An Analysis is a collection of module, connection and loadcase selections that completely specifies the assembly definition for a particular simulation event. The Analysis Manager is invoked by clicking the icon.

  1. To add an analysis by extracting active module and connection settings, click the icon.
  2. To add an analysis by copying module and connection settings from the selected analysis, click the icon.
  3. To add a blank analysis, click the icon.
    The top section of the Analysis Manager is used to define analysis, which is further divided into parts.
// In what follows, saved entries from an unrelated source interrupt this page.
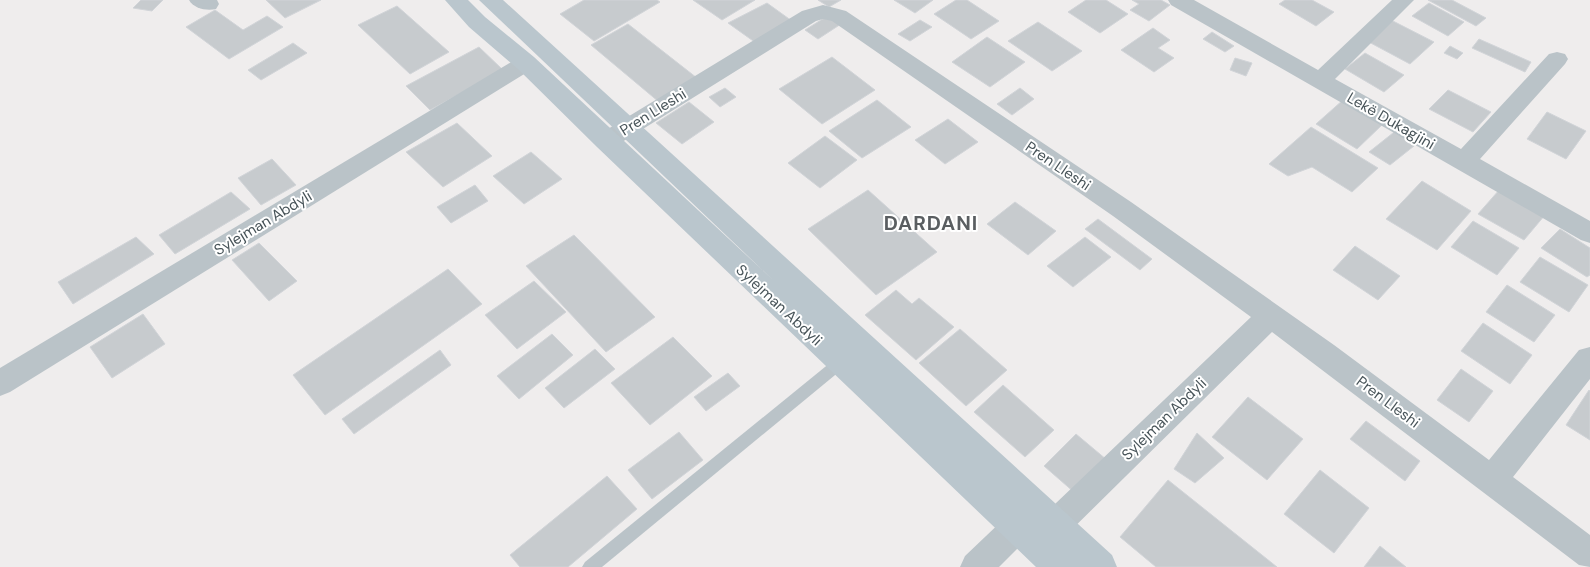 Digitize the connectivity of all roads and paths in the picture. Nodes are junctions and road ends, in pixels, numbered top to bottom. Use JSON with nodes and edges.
{"nodes":[{"id":1,"x":456,"y":0,"type":"edge"},
{"id":2,"x":490,"y":0,"type":"edge"},
{"id":3,"x":1178,"y":0,"type":"edge"},
{"id":4,"x":1404,"y":0,"type":"edge"},
{"id":5,"x":1557,"y":59,"type":"dead end"},
{"id":6,"x":526,"y":63,"type":"junction"},
{"id":7,"x":1320,"y":81,"type":"junction"},
{"id":8,"x":617,"y":134,"type":"junction"},
{"id":9,"x":1463,"y":162,"type":"junction"},
{"id":10,"x":1590,"y":233,"type":"edge"},
{"id":11,"x":1270,"y":316,"type":"junction"},
{"id":12,"x":1589,"y":359,"type":"edge"},
{"id":13,"x":841,"y":362,"type":"junction"},
{"id":14,"x":0,"y":383,"type":"edge"},
{"id":15,"x":1492,"y":480,"type":"junction"},
{"id":16,"x":1036,"y":532,"type":"junction"},
{"id":17,"x":1590,"y":554,"type":"edge"},
{"id":18,"x":590,"y":567,"type":"edge"},
{"id":19,"x":976,"y":567,"type":"edge"},
{"id":20,"x":1060,"y":567,"type":"edge"},
{"id":21,"x":1100,"y":567,"type":"edge"}],
"edges":[{"from":1,"to":6,"type":"main road","name":"Sylejman Abdyli"},
{"from":2,"to":8,"type":"main road"},
{"from":3,"to":7,"type":"street","name":"Lekë Dukagjini"},
{"from":4,"to":7,"type":"street"},
{"from":5,"to":9,"type":"street"},
{"from":6,"to":8,"type":"main road","name":"Sylejman Abdyli"},
{"from":6,"to":14,"type":"street","name":"Sylejman Abdyli"},
{"from":7,"to":9,"type":"street","name":"Lekë Dukagjini"},
{"from":8,"to":11,"type":"street","name":"Pren Lleshi"},
{"from":8,"to":13,"type":"main road","name":"Sylejman Abdyli"},
{"from":8,"to":16,"type":"main road"},
{"from":9,"to":10,"type":"street","name":"Lekë Dukagjini"},
{"from":11,"to":15,"type":"street","name":"Pren Lleshi"},
{"from":11,"to":16,"type":"street","name":"Sylejman Abdyli"},
{"from":12,"to":15,"type":"street"},
{"from":13,"to":16,"type":"main road","name":"Sylejman Abdyli"},
{"from":13,"to":18,"type":"lane"},
{"from":15,"to":17,"type":"street","name":"Pren Lleshi"},
{"from":16,"to":19,"type":"street"},
{"from":16,"to":20,"type":"main road","name":"Sylejman Abdyli"},
{"from":16,"to":21,"type":"main road"}]}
The first part is for module representation and state selection, the second is for connection state selection and the third part is for loadcase definition.
  4. To define module representations, select the representation via the list individually, or globally all representations by type via the context menu.
  5. To define connection state, pick a State label.
  6. To define template load case, click the ‘…’ icon to invoke the Select Loadcase Definition dialog.
  7. Highlight an existing definition or add a new one by clicking the icon.
    The lower section of the Analysis Manager is used to apply the module representation and state selections to the modules in the assembly, realize connections to states defined into corresponding FE entities and render the defined loadcase into solver cards. Once an analysis has been applied, the Job options section is enabled.
  8. If the Create job option is selected, you can select a Job folder and click Create Job, which opens the Job Submission dialog, allowing you to select a number of solver related options.
    You can select the server, local or HWUL for solving the runs. Clicking Submit Job creates the analysis job and submits it to the target solver for analysis. Subsequently, the job will be accessible through the Job Manager.
  9. If the Export deck option is selected, click Export to save a solver deck for manual submission to the targeted solver for analysis.
    All analysis information is saved in the assembly .xml file and retrieved when the file is loaded back.